━━ Data to process
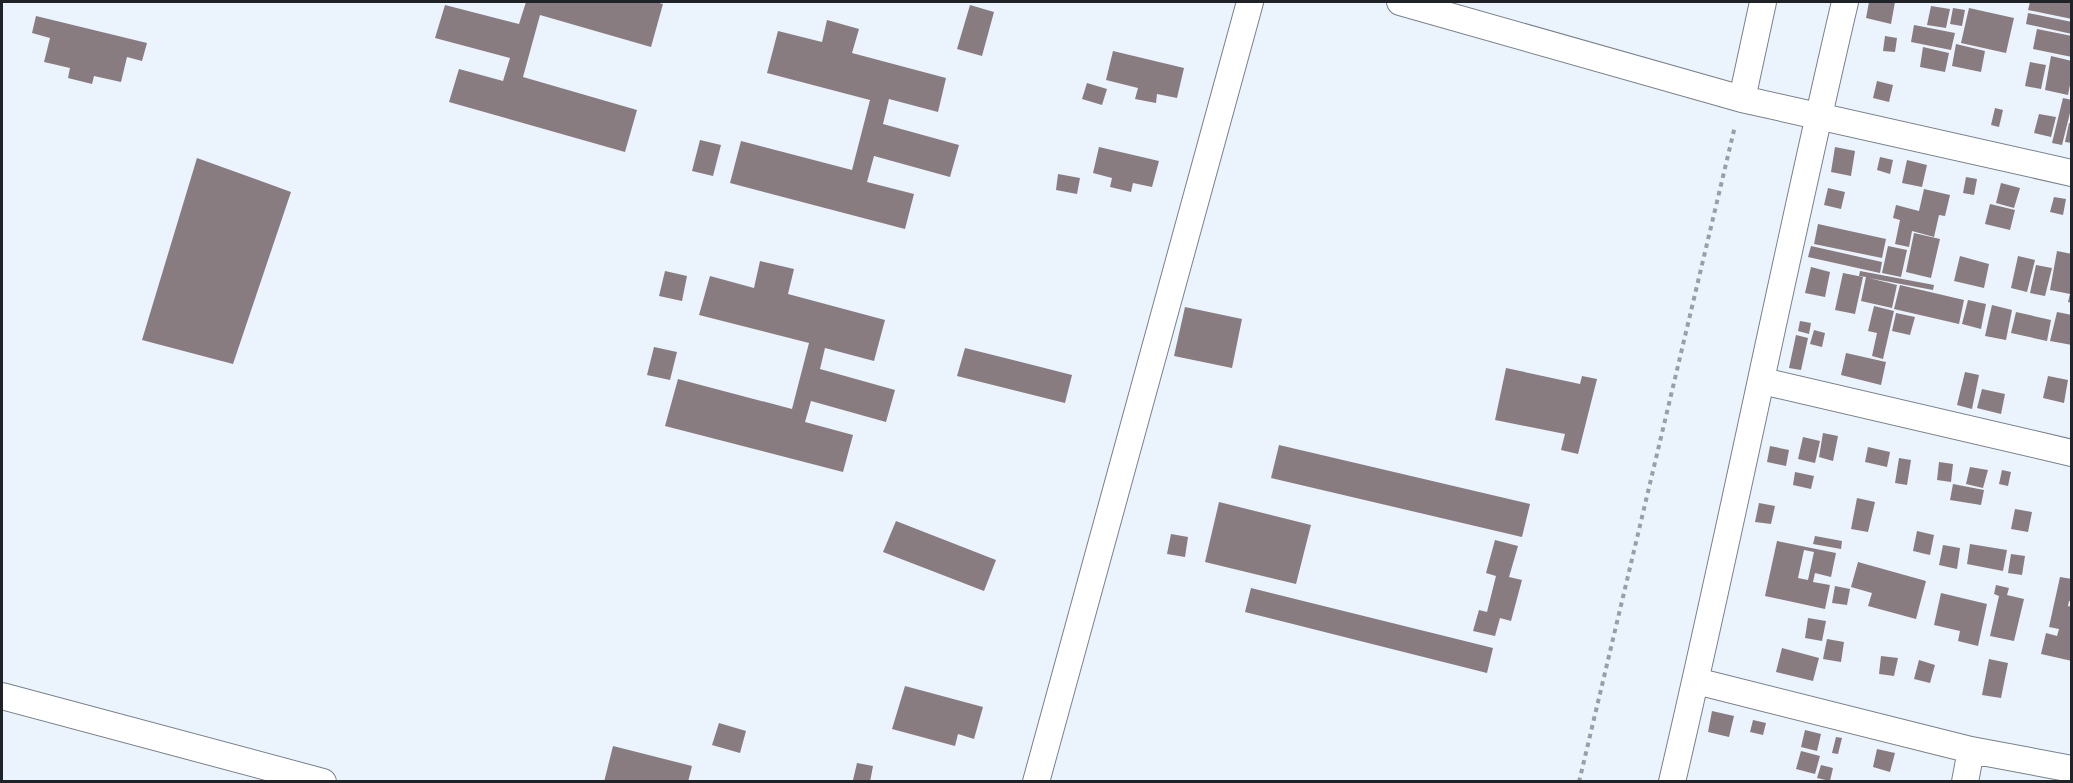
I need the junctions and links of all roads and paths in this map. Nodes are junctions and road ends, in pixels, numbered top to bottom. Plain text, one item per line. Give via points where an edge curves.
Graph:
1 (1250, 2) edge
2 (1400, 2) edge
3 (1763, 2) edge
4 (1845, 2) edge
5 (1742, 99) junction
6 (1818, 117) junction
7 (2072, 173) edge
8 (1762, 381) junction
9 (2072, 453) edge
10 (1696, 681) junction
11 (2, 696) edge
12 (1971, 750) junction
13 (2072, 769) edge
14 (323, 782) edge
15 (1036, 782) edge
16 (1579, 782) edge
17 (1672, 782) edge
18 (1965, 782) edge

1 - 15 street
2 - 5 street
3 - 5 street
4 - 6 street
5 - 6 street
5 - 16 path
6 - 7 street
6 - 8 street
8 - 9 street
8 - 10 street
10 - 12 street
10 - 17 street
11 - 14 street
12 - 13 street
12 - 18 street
━━━━
Repeat the records above verbatim. Include none of the pictures.

I need the junctions and links of all roads and paths in this map. Nodes are junctions and road ends, in pixels, numbered top to bottom. Plain text, one item per line. Give via points where an edge curves.
Graph:
1 (1250, 2) edge
2 (1400, 2) edge
3 (1763, 2) edge
4 (1845, 2) edge
5 (1742, 99) junction
6 (1818, 117) junction
7 (2072, 173) edge
8 (1762, 381) junction
9 (2072, 453) edge
10 (1696, 681) junction
11 (2, 696) edge
12 (1971, 750) junction
13 (2072, 769) edge
14 (323, 782) edge
15 (1036, 782) edge
16 (1579, 782) edge
17 (1672, 782) edge
18 (1965, 782) edge

1 - 15 street
2 - 5 street
3 - 5 street
4 - 6 street
5 - 6 street
5 - 16 path
6 - 7 street
6 - 8 street
8 - 9 street
8 - 10 street
10 - 12 street
10 - 17 street
11 - 14 street
12 - 13 street
12 - 18 street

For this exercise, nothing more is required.